Which of the lines below contain the string "roads"? Pull each one out of the data.
- Opening Delimiter -
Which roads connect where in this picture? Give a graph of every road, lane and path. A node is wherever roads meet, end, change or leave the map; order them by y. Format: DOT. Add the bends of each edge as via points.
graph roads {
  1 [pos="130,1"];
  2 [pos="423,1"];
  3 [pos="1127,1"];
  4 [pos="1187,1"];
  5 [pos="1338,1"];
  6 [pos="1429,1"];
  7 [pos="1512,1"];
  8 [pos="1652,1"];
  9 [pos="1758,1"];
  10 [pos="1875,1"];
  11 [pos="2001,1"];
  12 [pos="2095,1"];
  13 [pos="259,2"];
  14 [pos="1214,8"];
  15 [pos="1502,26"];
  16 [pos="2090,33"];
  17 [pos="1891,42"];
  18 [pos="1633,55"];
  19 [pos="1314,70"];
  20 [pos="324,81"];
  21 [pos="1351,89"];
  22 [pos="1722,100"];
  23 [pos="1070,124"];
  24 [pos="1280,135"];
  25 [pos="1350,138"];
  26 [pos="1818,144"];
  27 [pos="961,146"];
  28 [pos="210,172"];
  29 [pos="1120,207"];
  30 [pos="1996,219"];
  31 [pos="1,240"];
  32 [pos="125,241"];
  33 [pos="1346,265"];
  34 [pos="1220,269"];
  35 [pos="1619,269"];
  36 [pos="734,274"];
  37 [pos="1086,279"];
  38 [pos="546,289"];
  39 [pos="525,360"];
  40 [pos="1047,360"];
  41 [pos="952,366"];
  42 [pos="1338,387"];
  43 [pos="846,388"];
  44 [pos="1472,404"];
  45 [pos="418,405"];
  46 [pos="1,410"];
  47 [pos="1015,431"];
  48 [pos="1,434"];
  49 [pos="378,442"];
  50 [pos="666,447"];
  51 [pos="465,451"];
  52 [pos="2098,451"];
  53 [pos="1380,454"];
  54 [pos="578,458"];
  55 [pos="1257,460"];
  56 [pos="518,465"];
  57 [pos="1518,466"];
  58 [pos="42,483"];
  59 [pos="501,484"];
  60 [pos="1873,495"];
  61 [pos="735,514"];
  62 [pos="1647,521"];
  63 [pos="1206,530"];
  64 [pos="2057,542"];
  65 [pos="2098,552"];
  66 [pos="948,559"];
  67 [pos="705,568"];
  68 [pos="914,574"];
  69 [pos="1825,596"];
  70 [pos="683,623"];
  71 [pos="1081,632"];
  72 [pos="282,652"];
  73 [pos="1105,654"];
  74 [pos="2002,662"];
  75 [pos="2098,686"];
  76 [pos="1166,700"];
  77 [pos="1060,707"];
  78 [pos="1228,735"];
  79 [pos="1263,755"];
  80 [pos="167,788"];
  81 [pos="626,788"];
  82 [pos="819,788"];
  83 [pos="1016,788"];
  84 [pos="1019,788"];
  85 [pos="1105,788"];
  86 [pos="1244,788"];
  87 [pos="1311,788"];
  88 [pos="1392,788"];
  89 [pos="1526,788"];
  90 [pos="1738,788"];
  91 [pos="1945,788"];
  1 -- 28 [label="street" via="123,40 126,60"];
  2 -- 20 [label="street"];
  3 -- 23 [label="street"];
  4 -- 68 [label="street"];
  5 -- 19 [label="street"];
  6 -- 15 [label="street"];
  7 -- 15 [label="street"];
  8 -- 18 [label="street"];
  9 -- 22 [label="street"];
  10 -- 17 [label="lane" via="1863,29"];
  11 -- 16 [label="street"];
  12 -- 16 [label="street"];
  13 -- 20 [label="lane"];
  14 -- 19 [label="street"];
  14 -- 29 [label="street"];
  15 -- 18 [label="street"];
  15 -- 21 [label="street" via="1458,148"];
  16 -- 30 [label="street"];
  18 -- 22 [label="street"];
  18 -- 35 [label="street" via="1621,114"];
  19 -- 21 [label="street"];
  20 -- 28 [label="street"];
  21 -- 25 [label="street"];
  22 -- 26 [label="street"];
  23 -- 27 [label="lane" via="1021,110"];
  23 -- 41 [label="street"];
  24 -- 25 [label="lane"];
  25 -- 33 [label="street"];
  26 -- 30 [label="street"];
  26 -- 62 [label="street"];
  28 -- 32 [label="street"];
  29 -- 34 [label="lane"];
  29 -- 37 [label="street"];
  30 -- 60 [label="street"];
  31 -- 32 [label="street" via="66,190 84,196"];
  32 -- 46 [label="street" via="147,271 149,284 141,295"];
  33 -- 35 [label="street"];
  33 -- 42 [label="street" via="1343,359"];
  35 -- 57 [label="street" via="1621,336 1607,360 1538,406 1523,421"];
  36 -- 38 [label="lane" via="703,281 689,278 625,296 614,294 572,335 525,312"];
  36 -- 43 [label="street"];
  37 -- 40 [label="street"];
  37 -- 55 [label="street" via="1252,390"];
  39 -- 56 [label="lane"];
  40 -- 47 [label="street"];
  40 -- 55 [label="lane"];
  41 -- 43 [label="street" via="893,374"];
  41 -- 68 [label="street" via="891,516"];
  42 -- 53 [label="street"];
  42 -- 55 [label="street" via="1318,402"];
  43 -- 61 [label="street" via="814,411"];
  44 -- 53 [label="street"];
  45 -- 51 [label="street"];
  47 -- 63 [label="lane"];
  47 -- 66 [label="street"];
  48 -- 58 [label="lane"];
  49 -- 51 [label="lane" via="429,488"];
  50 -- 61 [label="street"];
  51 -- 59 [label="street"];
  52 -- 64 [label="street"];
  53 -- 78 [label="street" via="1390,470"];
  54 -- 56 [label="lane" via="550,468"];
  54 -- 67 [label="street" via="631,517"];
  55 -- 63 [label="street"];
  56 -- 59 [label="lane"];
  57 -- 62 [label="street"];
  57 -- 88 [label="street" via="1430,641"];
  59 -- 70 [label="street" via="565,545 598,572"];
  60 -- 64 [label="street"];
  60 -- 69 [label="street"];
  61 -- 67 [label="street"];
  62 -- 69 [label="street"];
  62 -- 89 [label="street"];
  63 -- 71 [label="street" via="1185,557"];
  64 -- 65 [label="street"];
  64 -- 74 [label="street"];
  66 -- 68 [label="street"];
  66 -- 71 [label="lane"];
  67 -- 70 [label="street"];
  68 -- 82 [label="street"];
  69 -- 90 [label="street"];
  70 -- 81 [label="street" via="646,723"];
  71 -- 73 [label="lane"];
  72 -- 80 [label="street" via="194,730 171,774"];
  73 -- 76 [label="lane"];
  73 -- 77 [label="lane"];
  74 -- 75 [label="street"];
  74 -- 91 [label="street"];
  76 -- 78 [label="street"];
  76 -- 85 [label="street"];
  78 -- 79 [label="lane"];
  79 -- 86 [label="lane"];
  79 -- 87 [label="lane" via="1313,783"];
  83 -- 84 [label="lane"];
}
- Closing Delimiter -
- REPLY
Which roads connect where in this picture? Give a graph of every road, lane and path. A node is wherever roads meet, end, change or leave the map; order them by y. Format: DOT. Add the bends of each edge as via points.
graph roads {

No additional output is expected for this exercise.